Mike Brown 'focusing on coaching,' but not ready to call it quits yet
MAY 01, 2014 4:59p ET
COCONUT CREEK, Fla. -- There was a time that Mike Brown would be preparing to fight studs like Dustin Poirier and Cole Miller. Now, he's helping them try to reach the top of a division he once owned.
Brown, the former WEC featherweight champion, is not quite retired. But he's also not thinking about fighting at the moment, either. He has embraced his role as coach and mentor for the younger guys at American Top Team.
"I'm not ruling out fighting again, but right now I'm focusing on coaching," Brown told FOX Sports on Wednesday after afternoon training.
Brown, 38, was the last guy to hold the top 145-pound title in the world before Jose Aldo, the current UFC champion. He holds a pair of wins over Urijah Faber. In his prime, he ruled the roost in his division and Brown still has two wins in his last three UFC bouts. But a neck fusion procedure has made him rethink his fighting future.
"I get a lot of weakness," Brown said. "It's not pain, but literally my hand won't work. I won't be able to hold things. … It's fragile. If I get my head banged around a lot, I'll lose my strength again."
“I get a lot of weakness. It's not pain, but literally my hand won't work. I won't be able to hold things.”
He had the surgery before his last fight, a first-round knockout loss to Steven Siler last August. Brown has also had a discectomy, where doctors take a chunk out of a herniated disc that is pressed up against a nerve.
"I'm still involved, I'm still training," Brown said. "I'm still staying in shape. But I'm not so concerned with being in shape all the time and trying to get better all the time. I'm allowing myself to just help the guys."
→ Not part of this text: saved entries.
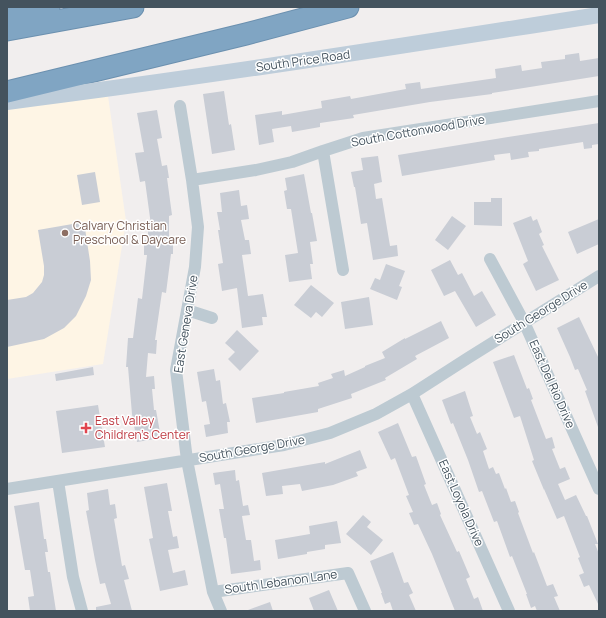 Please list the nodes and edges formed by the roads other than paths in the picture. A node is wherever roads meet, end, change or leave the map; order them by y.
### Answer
1 (50, 7) edge
2 (134, 7) edge
3 (348, 7) edge
4 (7, 13) edge
5 (599, 15) edge
6 (7, 30) edge
7 (7, 92) edge
8 (599, 101) edge
9 (7, 102) edge
10 (180, 106) dead end
11 (322, 151) junction
12 (192, 180) junction
13 (490, 259) dead end
14 (342, 270) dead end
15 (599, 276) edge
16 (187, 310) junction
17 (212, 318) dead end
18 (524, 322) junction
19 (412, 394) junction
20 (187, 460) junction
21 (58, 481) junction
22 (7, 489) edge
23 (599, 489) edge
24 (213, 592) junction
25 (82, 611) edge
26 (221, 611) edge
27 (365, 611) edge
28 (509, 611) edge

1 - 4 highway
2 - 6 highway
3 - 7 highway
5 - 9 main road, South Price Road
8 - 11 street, South Cottonwood Drive
10 - 12 street, East Geneva Drive
11 - 12 street, South Cottonwood Drive
11 - 14 street
12 - 16 street, East Geneva Drive
13 - 18 street, East Del Rio Drive
15 - 18 street, South George Drive
16 - 17 street
16 - 20 street, East Geneva Drive
18 - 19 street, South George Drive
18 - 23 street, East Del Rio Drive
19 - 20 street, South George Drive
19 - 28 street, East Loyola Drive
20 - 21 street, South George Drive
20 - 24 street, East Geneva Drive
21 - 22 street, South George Drive
21 - 25 street
24 - 26 street, East Geneva Drive
24 - 27 street, South Lebanon Lane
Brad Pickett will be arriving in Florida soon to start his camp for his fight with Ian McCall at UFC Fight Night Dublin on July 19. Pickett, who competes in the UFC's flyweight division, will move in with Brown during that time and Brown will be one of his primary coaches.
"If he looks good in [the fight], it'll get him that title shot," Brown said.
Brown also works closely with Poirier, Miller, Nik Lentz, Mirsad Bektic and Daniel Straus, all either up-and-comers in the featherweight division or established veterans with solid résumés. He calls the 23-year-old Bektic "the real deal" and believes Poirier is closing in on a title shot against Aldo.
He's really happy being a coach, but Brown is not ready to commit to hanging it up either. The right situation could pull him back to the Octagon, especially if the UFC holds a show in his home state of Maine.
"I would love to do something like that," Brown said.
In the meantime, though, he's relishing being able to get the guys at American Top Team to the next level.
"It's not getting any easier," Brown said of the featherweight division. "Everyone on the roster is tough at 45. There's no easy fights. You've gotta be well prepared. I'm enjoying this."